Records from a dataset

++++++

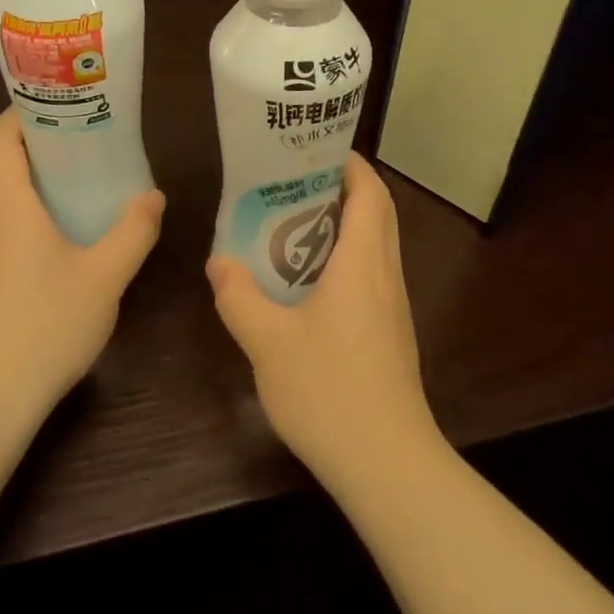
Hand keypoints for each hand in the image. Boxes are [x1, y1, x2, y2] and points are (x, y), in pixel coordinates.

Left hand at [0, 109, 164, 417]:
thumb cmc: (47, 325)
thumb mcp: (105, 276)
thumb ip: (133, 232)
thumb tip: (153, 198)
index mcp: (8, 208)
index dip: (19, 114)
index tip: (55, 105)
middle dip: (35, 148)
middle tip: (82, 142)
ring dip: (30, 185)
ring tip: (77, 186)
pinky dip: (25, 218)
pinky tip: (59, 242)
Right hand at [207, 152, 443, 497]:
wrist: (387, 462)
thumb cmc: (329, 391)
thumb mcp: (268, 343)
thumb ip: (239, 298)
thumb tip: (219, 264)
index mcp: (363, 262)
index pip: (370, 192)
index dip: (349, 164)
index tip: (315, 150)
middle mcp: (386, 274)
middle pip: (378, 212)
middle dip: (345, 188)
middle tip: (296, 182)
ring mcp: (394, 305)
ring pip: (378, 244)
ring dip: (346, 224)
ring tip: (295, 224)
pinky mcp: (392, 332)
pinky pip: (373, 274)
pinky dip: (348, 257)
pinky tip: (310, 282)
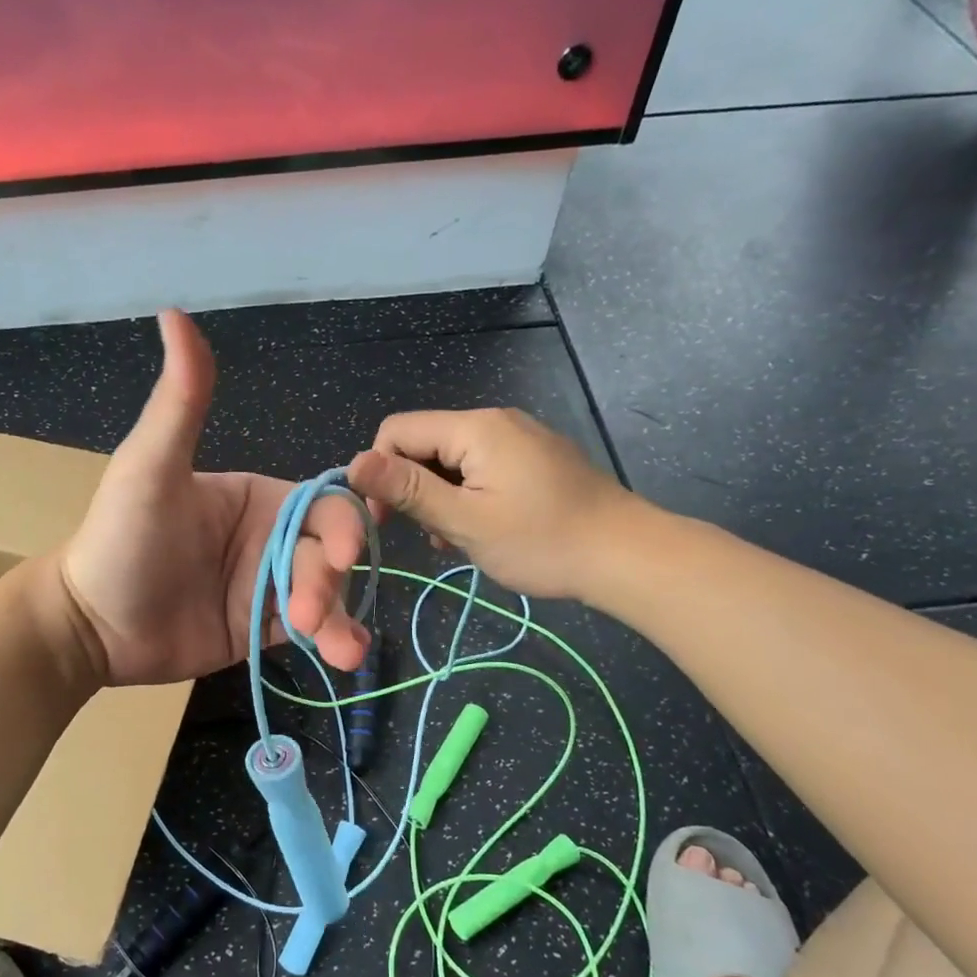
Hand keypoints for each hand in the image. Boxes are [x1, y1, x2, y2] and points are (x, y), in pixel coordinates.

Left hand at [58, 312, 372, 686]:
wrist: (90, 623)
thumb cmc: (120, 539)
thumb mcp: (150, 468)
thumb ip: (180, 402)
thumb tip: (175, 312)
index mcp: (257, 497)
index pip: (322, 504)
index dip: (344, 524)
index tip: (343, 554)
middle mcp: (271, 538)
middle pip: (329, 554)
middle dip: (329, 582)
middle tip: (304, 613)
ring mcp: (269, 585)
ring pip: (326, 595)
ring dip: (339, 618)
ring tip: (341, 651)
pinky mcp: (262, 628)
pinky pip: (308, 630)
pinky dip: (330, 640)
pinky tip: (342, 655)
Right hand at [346, 408, 645, 599]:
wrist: (625, 555)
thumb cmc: (541, 541)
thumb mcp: (464, 521)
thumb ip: (407, 489)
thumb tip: (351, 463)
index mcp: (475, 428)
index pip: (397, 431)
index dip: (379, 471)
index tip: (385, 520)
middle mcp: (495, 421)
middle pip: (425, 445)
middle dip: (415, 489)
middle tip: (432, 534)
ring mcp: (518, 439)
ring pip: (452, 462)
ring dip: (442, 499)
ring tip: (459, 539)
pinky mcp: (534, 459)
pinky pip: (482, 470)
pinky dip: (469, 498)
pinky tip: (482, 531)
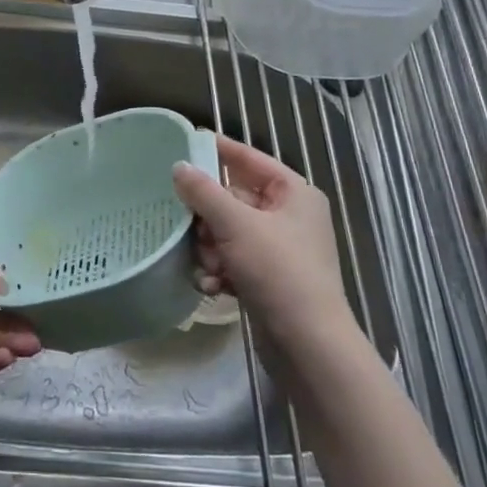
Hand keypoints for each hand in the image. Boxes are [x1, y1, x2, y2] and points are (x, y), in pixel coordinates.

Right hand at [173, 135, 352, 334]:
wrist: (307, 344)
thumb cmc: (278, 271)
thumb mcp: (236, 225)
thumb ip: (204, 192)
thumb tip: (179, 166)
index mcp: (294, 194)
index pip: (249, 159)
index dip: (218, 150)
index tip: (184, 143)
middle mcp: (289, 216)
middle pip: (233, 199)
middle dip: (207, 217)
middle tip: (187, 225)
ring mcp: (279, 249)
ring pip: (227, 232)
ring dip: (209, 248)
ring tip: (206, 265)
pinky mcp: (268, 278)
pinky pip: (233, 261)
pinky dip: (219, 270)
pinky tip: (210, 285)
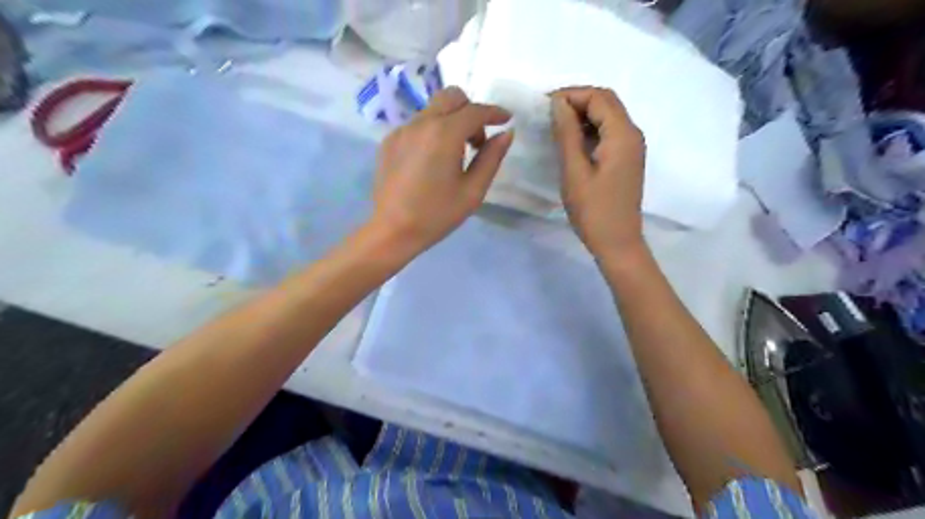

++++++

=== REQUIRED ACTION ===
Using the data above, give again exactly the lines starting at the one holding "thumb ip: (239, 298)" and ending at the one holding "index mcp: (475, 428)", inclusive, and nothing more. Omit the pictures.

=== RESPONSE TO THIS EXERCISE ===
thumb ip: (239, 298)
thumb tip: (219, 264)
index mcp: (363, 262)
index pip: (370, 192)
index dip: (349, 164)
index tip: (315, 150)
middle mcp: (386, 274)
middle pip: (378, 212)
middle dip: (345, 188)
middle tip: (296, 182)
ring mcp: (394, 305)
ring pip: (378, 244)
ring dip: (346, 224)
ring tip: (295, 224)
pinky mcp: (392, 332)
pinky pip: (373, 274)
pinky dip: (348, 257)
pinky tip: (310, 282)
Hand keypoints for each hand in the image. Boxes are [x1, y1, x2, y2] and points are (x, y), in pixel coordinates.

Left hand at [58, 312, 372, 686]:
wrist: (90, 623)
thumb cmc: (120, 539)
thumb mcp: (150, 468)
thumb ip: (180, 402)
thumb tip: (175, 312)
index mcp: (257, 497)
index pip: (322, 504)
index dip: (344, 524)
index tip: (343, 554)
middle mcp: (271, 538)
middle pip: (329, 554)
middle dip: (329, 582)
middle tip: (304, 613)
ring mcp: (269, 585)
ring pip: (326, 595)
ring dip: (339, 618)
ring tip: (341, 651)
pinky mcp: (262, 628)
pinky pip: (308, 630)
pinky dip: (330, 640)
pinky tip: (342, 655)
Right hand at [346, 408, 645, 599]:
wrist: (625, 555)
thumb cmc: (541, 541)
thumb mcp: (464, 521)
thumb ip: (407, 489)
thumb tip: (351, 463)
index mcp: (475, 428)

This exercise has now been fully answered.